Out of the 2594271 valid reads, we obtained the microbial 16S rRNA genes, with an average sequence length of 433 bp (Supplementary Table S1). By comparison with the genes in the Silva database, we identified the bacterial communities to 40 phyla, 100 classes, 187 orders, 366 families, 671 genera, and 1461 species of microorganisms in the root nodules and associated soils of the three alder species. We clustered high-quality sequences with a similarity of 97% into 4407 bacterial operational taxonomic units (OTUs) (Supplementary Table S4). Significant differences in the OTUs were found between the root nodules and associated soils of the three alder species. The number of OTUs in the associated soils was higher than that in the root nodules, and the numbers of OTUs in As_bs (soil) was the highest (2588) and 3.1 times that of the lowest (Am_nodule: 843). There were differences in the numbers of specific and shared OTUs in different groups. The numbers of shared OTUs in soil samples (707, 1150) were significantly higher than these in root nodules (235, 503) (Supplementary Figure S1). It is worth noting that the root nodule sterilization cannot fully confirm that soil microbial DNA has not entered the nodule DNA sample, so some carryover of soil microbiota is possible.

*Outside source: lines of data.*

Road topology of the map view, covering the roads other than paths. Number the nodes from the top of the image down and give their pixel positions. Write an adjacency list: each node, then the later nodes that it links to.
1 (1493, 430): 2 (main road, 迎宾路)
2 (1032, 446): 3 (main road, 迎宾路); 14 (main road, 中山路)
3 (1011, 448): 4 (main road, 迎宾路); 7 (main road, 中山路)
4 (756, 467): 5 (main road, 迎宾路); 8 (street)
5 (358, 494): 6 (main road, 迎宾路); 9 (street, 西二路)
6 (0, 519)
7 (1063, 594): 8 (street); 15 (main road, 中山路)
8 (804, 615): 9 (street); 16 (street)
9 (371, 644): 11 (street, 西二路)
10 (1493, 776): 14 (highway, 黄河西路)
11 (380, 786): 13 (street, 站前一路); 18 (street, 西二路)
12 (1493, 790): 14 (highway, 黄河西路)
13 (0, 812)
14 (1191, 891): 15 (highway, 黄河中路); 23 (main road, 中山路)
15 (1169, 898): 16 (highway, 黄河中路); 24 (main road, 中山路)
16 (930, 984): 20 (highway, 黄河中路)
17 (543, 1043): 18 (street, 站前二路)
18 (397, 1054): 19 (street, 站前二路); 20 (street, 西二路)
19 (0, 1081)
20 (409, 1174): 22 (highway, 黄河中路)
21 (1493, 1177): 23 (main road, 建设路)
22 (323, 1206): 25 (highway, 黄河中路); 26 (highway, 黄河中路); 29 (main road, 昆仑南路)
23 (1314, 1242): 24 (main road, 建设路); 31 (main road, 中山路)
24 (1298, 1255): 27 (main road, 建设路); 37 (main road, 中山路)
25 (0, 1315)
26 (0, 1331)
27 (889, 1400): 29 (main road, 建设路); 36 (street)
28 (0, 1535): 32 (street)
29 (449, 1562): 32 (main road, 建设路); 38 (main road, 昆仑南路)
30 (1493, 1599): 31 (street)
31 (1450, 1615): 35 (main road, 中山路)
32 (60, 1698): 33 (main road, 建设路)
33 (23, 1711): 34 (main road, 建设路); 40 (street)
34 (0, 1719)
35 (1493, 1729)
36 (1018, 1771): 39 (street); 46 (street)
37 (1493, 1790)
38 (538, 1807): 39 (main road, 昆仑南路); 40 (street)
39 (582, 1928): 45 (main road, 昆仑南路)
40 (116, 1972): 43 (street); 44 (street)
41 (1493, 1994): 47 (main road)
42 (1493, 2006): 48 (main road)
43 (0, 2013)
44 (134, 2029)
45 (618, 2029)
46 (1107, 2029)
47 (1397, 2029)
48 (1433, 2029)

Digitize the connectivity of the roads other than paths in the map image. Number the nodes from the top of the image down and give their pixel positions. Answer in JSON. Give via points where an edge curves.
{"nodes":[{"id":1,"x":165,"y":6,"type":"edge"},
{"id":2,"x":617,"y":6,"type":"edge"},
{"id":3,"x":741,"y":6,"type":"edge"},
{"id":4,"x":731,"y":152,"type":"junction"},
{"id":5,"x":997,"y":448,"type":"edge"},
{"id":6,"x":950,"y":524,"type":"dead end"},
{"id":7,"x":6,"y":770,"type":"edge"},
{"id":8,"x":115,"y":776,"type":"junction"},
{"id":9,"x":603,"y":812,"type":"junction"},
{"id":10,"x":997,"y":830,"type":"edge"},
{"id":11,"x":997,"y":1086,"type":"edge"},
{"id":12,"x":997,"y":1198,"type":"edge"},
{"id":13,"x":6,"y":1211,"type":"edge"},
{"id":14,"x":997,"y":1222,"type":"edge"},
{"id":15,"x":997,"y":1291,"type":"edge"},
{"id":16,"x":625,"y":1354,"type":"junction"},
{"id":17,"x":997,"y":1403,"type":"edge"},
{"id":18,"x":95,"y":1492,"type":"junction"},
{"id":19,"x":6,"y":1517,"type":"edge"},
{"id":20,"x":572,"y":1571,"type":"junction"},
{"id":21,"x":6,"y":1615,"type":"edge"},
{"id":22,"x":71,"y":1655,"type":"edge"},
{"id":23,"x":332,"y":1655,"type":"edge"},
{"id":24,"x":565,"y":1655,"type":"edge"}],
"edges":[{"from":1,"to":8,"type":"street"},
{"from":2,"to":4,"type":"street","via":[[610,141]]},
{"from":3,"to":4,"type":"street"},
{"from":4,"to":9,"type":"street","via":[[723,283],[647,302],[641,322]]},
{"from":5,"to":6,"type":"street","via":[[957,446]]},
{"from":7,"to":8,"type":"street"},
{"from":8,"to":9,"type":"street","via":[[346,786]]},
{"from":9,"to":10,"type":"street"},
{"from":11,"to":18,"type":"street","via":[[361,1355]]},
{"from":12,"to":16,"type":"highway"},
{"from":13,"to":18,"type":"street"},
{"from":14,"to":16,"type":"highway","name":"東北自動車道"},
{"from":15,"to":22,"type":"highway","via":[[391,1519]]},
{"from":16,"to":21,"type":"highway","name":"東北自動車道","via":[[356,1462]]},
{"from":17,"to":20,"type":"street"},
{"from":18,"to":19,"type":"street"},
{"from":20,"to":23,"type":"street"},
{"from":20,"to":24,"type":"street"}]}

We calculated the Chao and Shannon indices based on 16S amplicon data to determine the distribution characteristics of microbial diversity in two different sample types (root nodules and associated soils) (Deng et al., 2024). The Chao index in Am_soil and As_soil was significantly higher than that in Am_nodule and As_nodule, indicating that the richness of Am_soil and As_soil was higher than that of Am_nodule and As_nodule, respectively (Figure 2A). The richness between Aj_nodule and Aj_soil was not significantly different. The Shannon indices of Am_soil, As_soil, and Aj_soil were significantly higher than those of Am_nodule, As_nodule, and Aj_nodule, indicating that the microbial community α-diversity in associated soils was higher than that in the root nodules (Figure 2B). In addition, there were differences in the α-diversity of the microbial community in root nodules and soil samples of the three different alder species by comparing the Chao and Shannon indices (Supplementary Figures S2A, C). However, there were no significant differences in the α-diversity of the microbial community in the root nodules and associated soils sampled from five different habitats of A. sibirica, suggesting that there was no association between microbial community α-diversity in the root nodules and associated soils of A. sibirica and changes in growing environments (Supplementary Figures S2B, D).

Figure 2

Figure 2. Microbial community α-diversity in root nodules and associated soils of different alders. (A) Comparison of microbial community Chao index between root nodules of three different alder species and associated soils. (B) Comparison of microbial community Shannon index between root nodules of three different alder species and associated soils. The Student’s t-test was used to compare the two groups. Am_nodule, As_nodule, and Aj_nodule represent the root nodules of A mandshurica, A sibirica, A japonica, and Am_soil, As_soil, and Aj_soil represent the associated soils of A mandshurica, A sibirica, A japonica, respectively. The same applies below. Asterisks indicate significant differences between samples, *p < 0.05, **p < 0.01, ***p < 0.001.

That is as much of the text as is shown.